Эпизоды одной давней войны | страница 22
Император возбужден, обрадован, взъерошен. Секретное послание читает за завтраком, небрежно развалясь, роняя крошки на строки, оставляя на нем масляные пятна, комкая. Зовет секретаря, диктует, пережевывая пищу. Какая-то крошка, явный враг, попадает ему не в то горло, и он долго кашляет, побагровев. Слуги бросаются к нему и молотят по спине изо всех сил.
— Уф! - выдыхает из себя император,- ну, ну, хватит, отобьете мне легкие,- пытается пошутить.
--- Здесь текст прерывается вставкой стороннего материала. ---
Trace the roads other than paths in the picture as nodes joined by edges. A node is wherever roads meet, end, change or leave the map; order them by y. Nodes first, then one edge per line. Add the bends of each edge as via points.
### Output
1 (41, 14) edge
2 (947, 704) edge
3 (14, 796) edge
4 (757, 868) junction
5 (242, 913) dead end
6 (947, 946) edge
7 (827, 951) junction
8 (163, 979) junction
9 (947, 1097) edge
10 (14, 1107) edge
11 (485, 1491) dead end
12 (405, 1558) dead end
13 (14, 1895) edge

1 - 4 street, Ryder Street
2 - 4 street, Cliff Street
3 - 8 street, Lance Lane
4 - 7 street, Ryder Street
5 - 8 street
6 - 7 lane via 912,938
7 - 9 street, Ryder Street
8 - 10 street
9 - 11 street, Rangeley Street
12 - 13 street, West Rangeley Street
— Так, на чем я остановился?
Писарь-секретарь прочитывает последнюю фразу. В послании Амалазунты ему все ясно до последней точки. Перед ним та картина, которую и сама Амалазунта не собиралась рисовать: женщина, доведенная до отчаянного положения внутренней смутой. Но она хочет сохранить свою человеческую суверенность, равенство с ним, как владыки с владыкой, пожалуйста, он ведь не отнимет ни словом ни жестом. Пусть едет, он очень рад - это действительно так: он и впрямь рад и не врет. Ей приготовят лучший дом в Эпидамне, она может жить, отдыхать там, пользоваться домом как своим, может сжечь его, если захочет, может распилить по частям и увезти с собой, а отдохнув там, приехать в Константинополь на неограниченное время, жить во дворце. Само собой разрешение в визе облекается в форму просьбы «соблаговолить почтить», «окажет честь» и т. д. Но император слишком занят для подобных оборотов, он все сваливает на секретаря: «Подумаешь, принесешь готовый вариант к вечеру».
Было время - увлекался словесностью, теперь захватили дела поважнее, и вся словесность отошла к секретарям. Они знают, как сказать, они напишут за него.- Ну готово? Перечитывает уже за ужином, тянет резину, кривит губы, эстет, придирается. Имея лишний час, он бы показал этому лентяю, как надо составлять послание. Сколько можно учить; дает устные указания насчет стиля в который раз. Тот пыхтит, от внимания рот открыл, выставил вперед гладкий бабий подбородок с волосками, обезьяна.
Императору ясно одно: стиль - это дух, как ни владей стилем, отсутствие духа скажется в нем на каком-то этапе, и все написанное до этого поставит в двусмысленное положение. Лучшее может показаться ложью, худшее обернется подлинной способностью пишущего лица. Все, что пишет за него придворный писец, это лишь та часть души самого Юстиниана, которую он сумел втолкнуть ему в пустую грудь, и пишет он ровно столько, насколько ему для этого, словно материала для строительства, хватает Юстиниановой души, потом замирает.